By Darren Lum
Rising lumber costs in North America have seen record setting prices and there are multiple aspects to it that need to be considered, say affected industry members.
There was a confluence of actions and events before and during the pandemic from sawmill closures, the employing of an economic strategy related to an expectation of weaker demand for lumber and related products during the pandemic to a strong demand for home ownership, spurred on by low interest rates to encourage lending. And then there was how the pandemic itself changed business practices and people’s lives.
Malcolm Cockwell, the managing director of the Haliburton Forest’s forest product division, which includes the Haliburton Forest Sawmill, Huntsville Forest Products, and the Almaguin Forest products said it’s important to remember the spike in lumber prices is related to softwood and not hardwood, which is what the Forest harvests.
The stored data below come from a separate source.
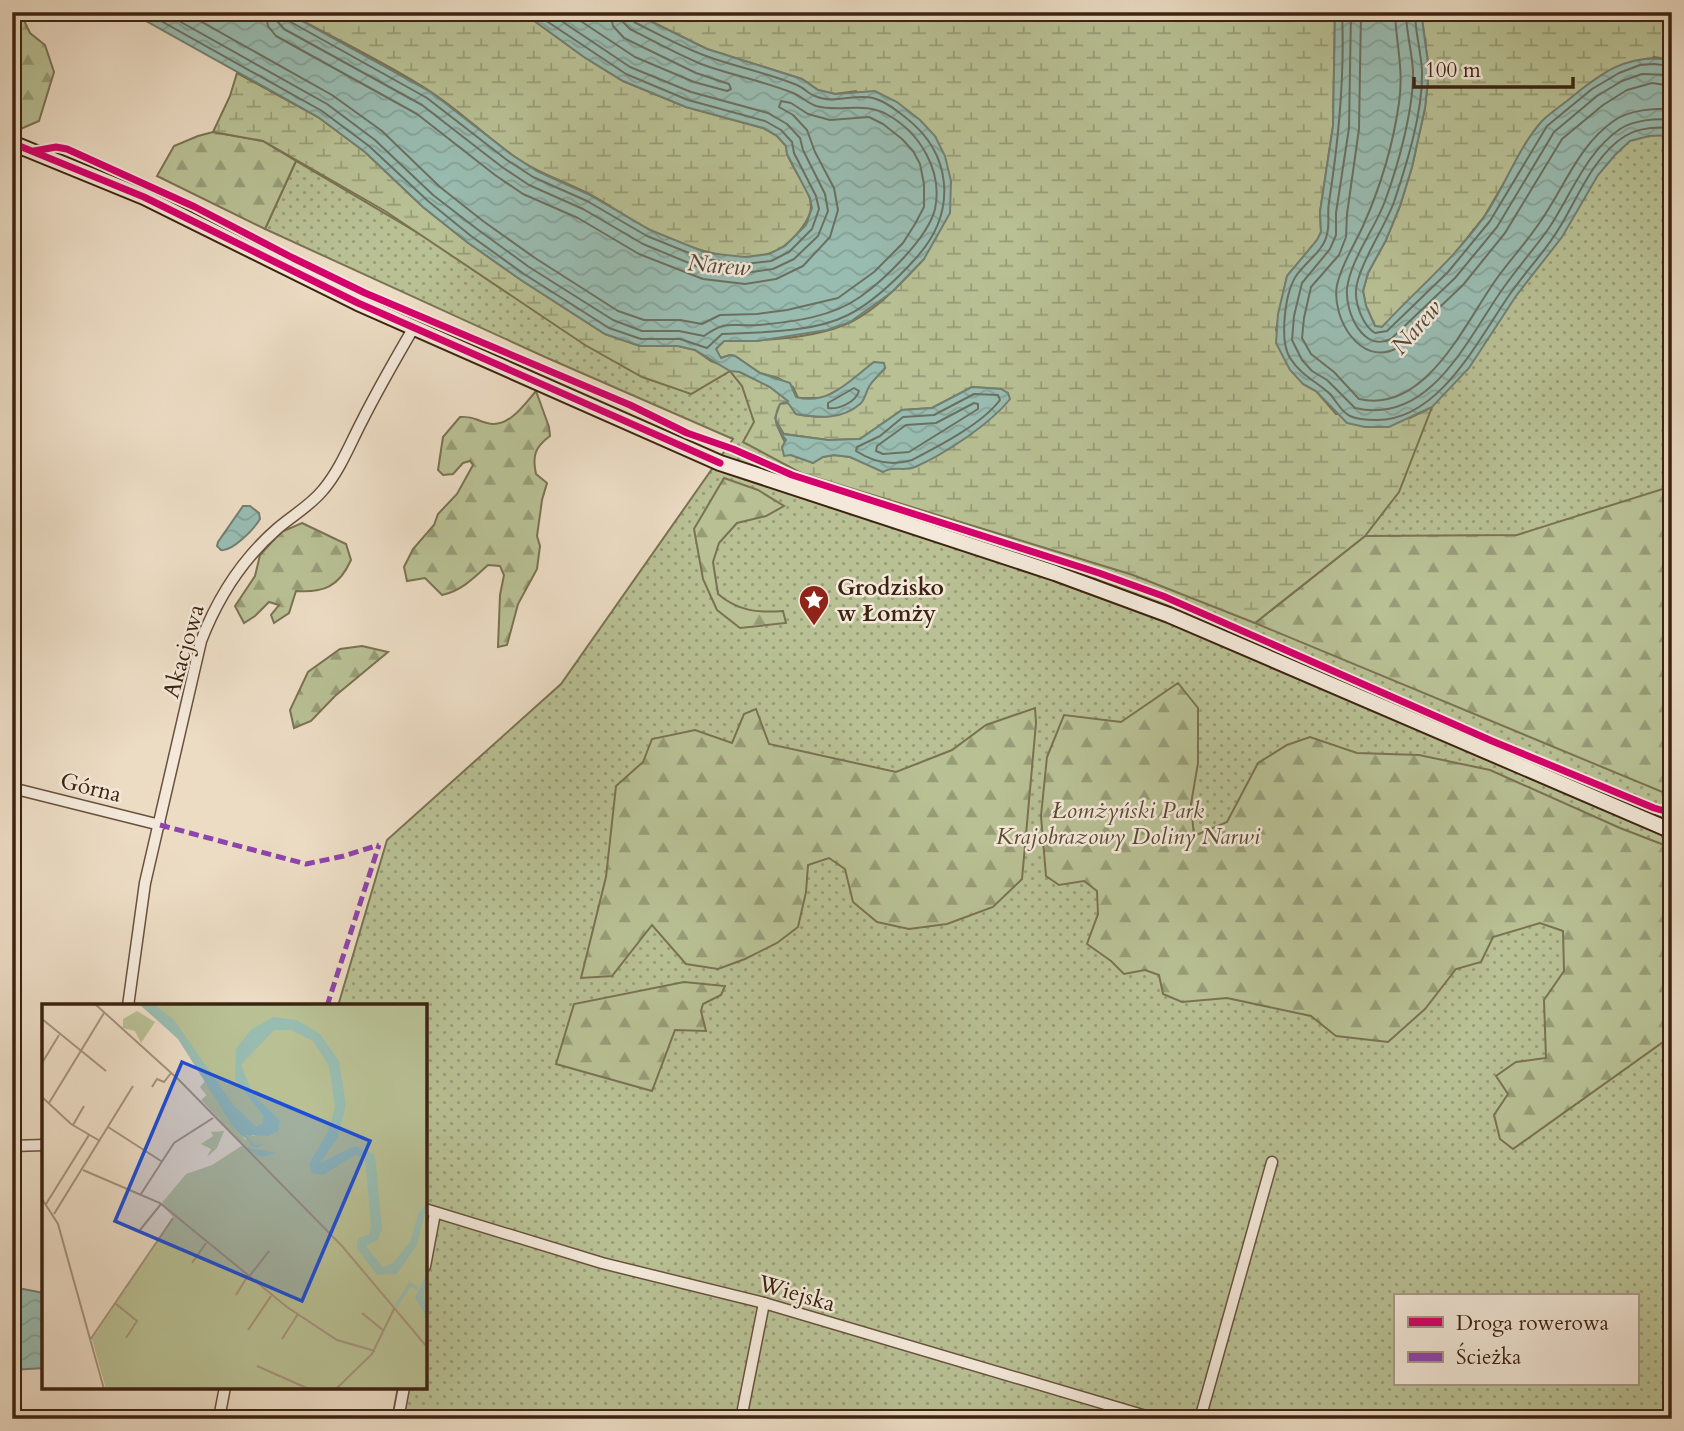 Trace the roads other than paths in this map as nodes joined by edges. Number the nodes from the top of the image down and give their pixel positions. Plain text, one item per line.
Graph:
1 (12, 144) edge
2 (414, 327) junction
3 (12, 788) edge
4 (160, 825) junction
5 (1672, 831) edge
6 (128, 1004) edge
7 (42, 1145) edge
8 (12, 1146) edge
9 (1272, 1162) dead end
10 (430, 1211) edge
11 (427, 1244) edge
12 (764, 1303) junction
13 (225, 1389) edge
14 (404, 1389) edge
15 (220, 1413) dead end
16 (398, 1419) edge
17 (740, 1419) edge
18 (1156, 1419) edge
19 (1200, 1419) edge

1 - 2 street
2 - 4 street, Akacjowa
2 - 5 street
3 - 4 street, Górna
4 - 6 street, Akacjowa
7 - 8 street
9 - 19 street
10 - 11 street
10 - 12 street, Wiejska
12 - 17 street
12 - 18 street, Wiejska
13 - 15 street
14 - 16 street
“Hardwood lumber has not spiked anything like softwood lumber. In other words, my colleagues and I do not have much skin in the game when it comes to softwood lumber prices,” he wrote in an email.
Cockwell, who was named as the Forests of Ontario board of directors’ president in April, said the lumber industry is cyclical.
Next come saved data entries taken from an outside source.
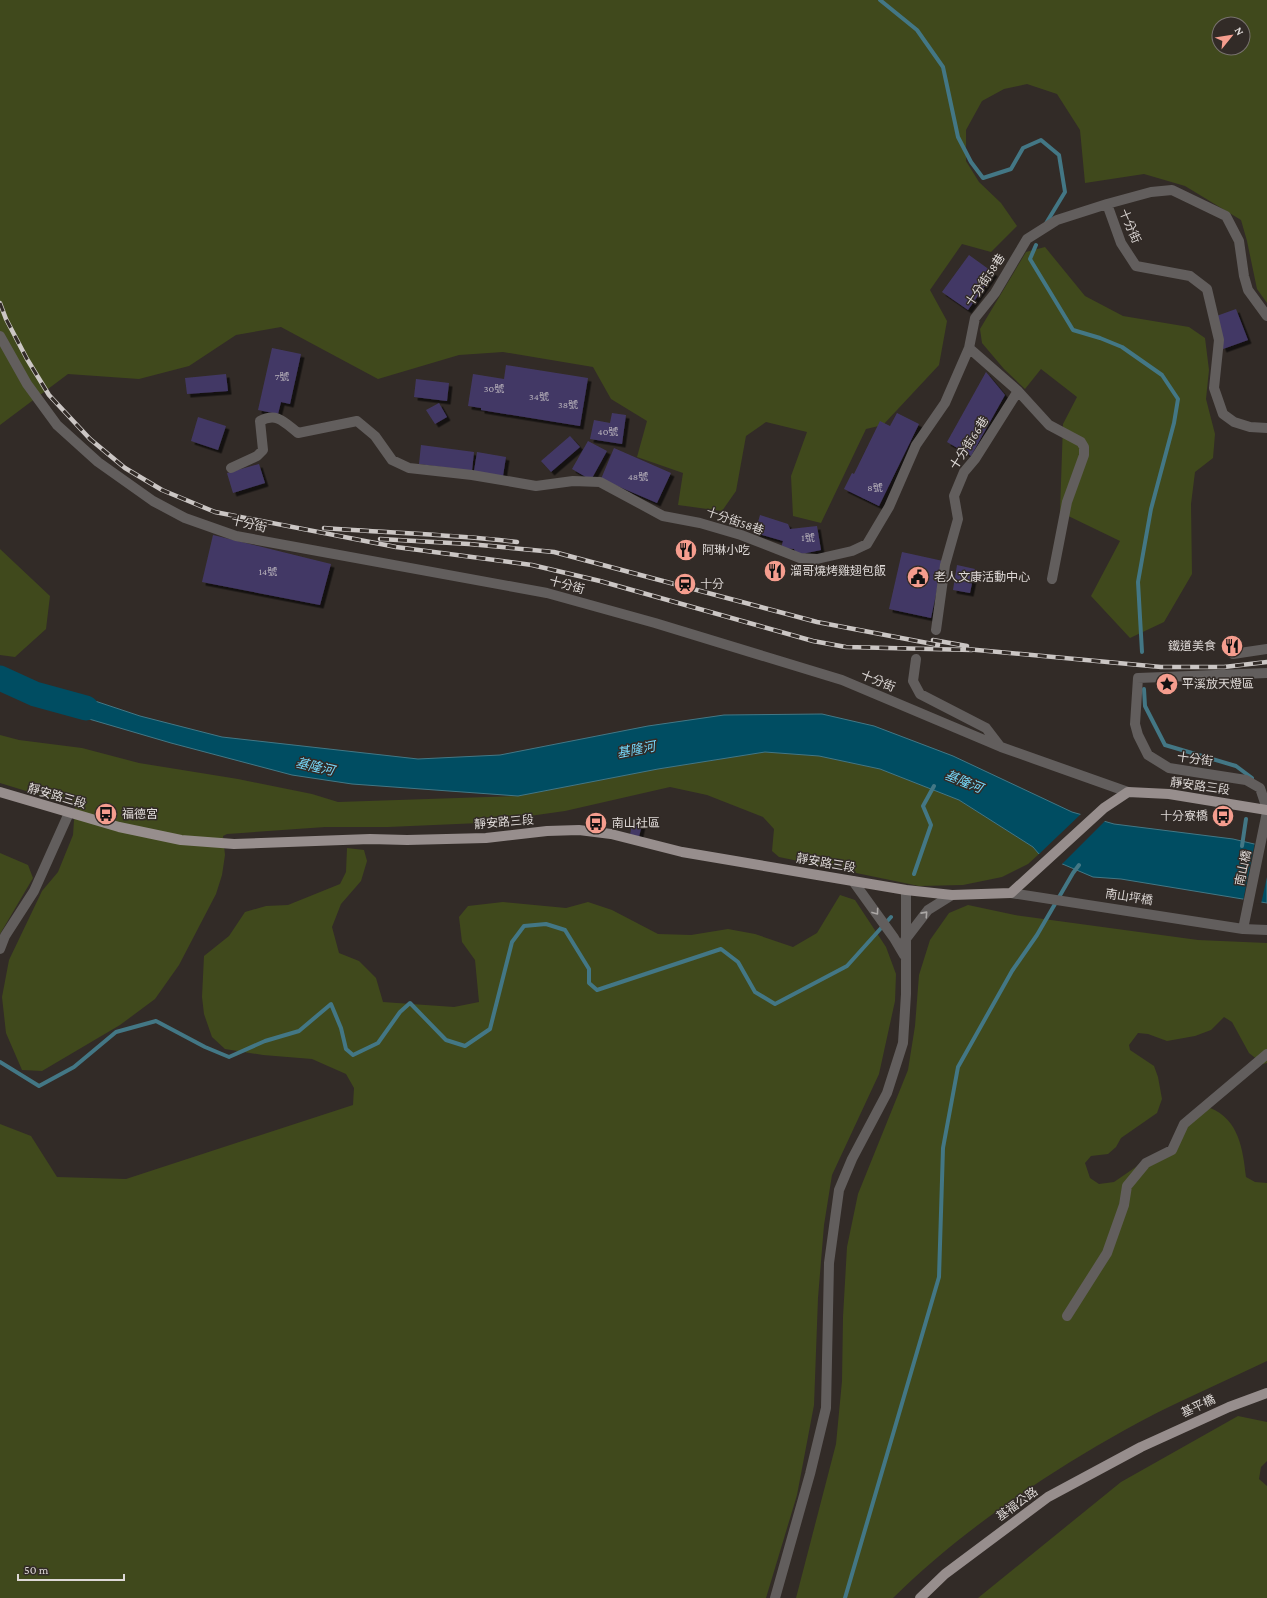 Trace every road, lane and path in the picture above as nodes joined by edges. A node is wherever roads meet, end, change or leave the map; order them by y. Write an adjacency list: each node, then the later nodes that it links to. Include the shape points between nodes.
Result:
1 (1107, 204): 2 (street, 十分街, via 1151,192 1172,190 1226,216 1239,241 1248,290); 4 (street, 十分街58巷, via 1057,220 1027,239 995,293 975,318); 6 (street, 十分街, via 1121,243 1136,266 1190,276 1207,289 1219,340 1214,388 1223,414 1234,422 1250,427)
2 (1267, 316)
3 (0, 336): 14 (street, 十分街, via 28,384 58,425 98,462 153,501 185,518 236,536 547,593 842,680)
4 (970, 348): 5 (street); 7 (street, 十分街58巷, via 945,403 916,445 889,507 867,544 852,551 817,559 800,558 700,522 663,516 600,482 573,481 536,486 409,468 392,460 375,436 357,421 298,432 279,418 269,416 260,420 263,450 257,456)
5 (1018, 392): 8 (street, via 1049,425 1081,442 1084,447 1084,455 1067,502); 9 (street, 十分街66巷, via 964,472 954,496 958,519 945,564)
6 (1267, 428)
7 (231, 468)
8 (1052, 579)
9 (936, 630)
10 (1267, 649): 11 (street)
11 (1233, 654)
12 (916, 659): 14 (street, via 913,681 920,694 986,728)
13 (1267, 673): 17 (street, 十分街, via 1138,678 1135,724 1148,755 1169,768 1246,780 1260,788)
14 (1001, 747): 16 (street, 十分街)
15 (0, 792): 18 (main road, 靜安路三段)
16 (1128, 792): 17 (main road, 靜安路三段, via 1169,794); 21 (main road, via 1104,808)
17 (1267, 810): 23 (street, 南山橋)
18 (69, 813): 19 (main road, 靜安路三段, via 181,840 234,844 486,838 579,830 611,834 682,852); 26 (street, via 34,891 5,936)
19 (853, 881): 20 (main road, 靜安路三段); 27 (street, one-way to 27)
20 (906, 890): 22 (main road, 靜安路三段); 25 (street)
21 (1011, 893): 22 (main road, 靜安路三段); 23 (street, 南山坪橋)
22 (952, 895): 25 (street, one-way to 22, via 928,910)
23 (1243, 929): 24 (street, 南山坪橋)
24 (1267, 930)
25 (905, 940): 27 (street)
26 (0, 949)
27 (905, 957): 32 (street, via 903,1043 887,1093 852,1159 839,1190 829,1263 826,1408)
28 (1267, 1054): 29 (street, via 1184,1124 1172,1150 1146,1164 1127,1186 1124,1205 1107,1253)
29 (1067, 1316)
30 (1267, 1393): 31 (main road, 基平橋, via 1228,1407)
31 (1141, 1447): 33 (main road, 基福公路, via 1048,1497 945,1574)
32 (775, 1598)
33 (920, 1598)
“The sawmills need to ‘win’ sometimes. This is one of those times. In many cases, the profits generated by the sawmills will be used to pay down debt and invest in equipment upgrades. That refinancing and reinvestment is ultimately very good for the communities and the forests surrounding the sawmills, because it means those sawmills will be competitive when the tough times roll around again,” he wrote.
Cockwell said the profits from the higher prices of softwood help everyone in the industry.
“While the big softwood sawmills are doing pretty well these days, not all of the extra margin is going to the sawmills or even to the retailers. There are also brokers, warehouses, railways, and truckers involved. My point is that a lot of people are benefiting from these high prices, and those benefits are being spread around the economy,” he wrote.
From his Haliburton location, Emmerson Lumber Limited owner Kim Emmerson has been in the industry for 48 years and has never seen anything like what is happening right now.
“Lumber is a commodity like a lot of commodities like gold, or oil or whatever. It does have swings. There’s no doubt about it historically, but it has never, ever, ever swung like this,” he said.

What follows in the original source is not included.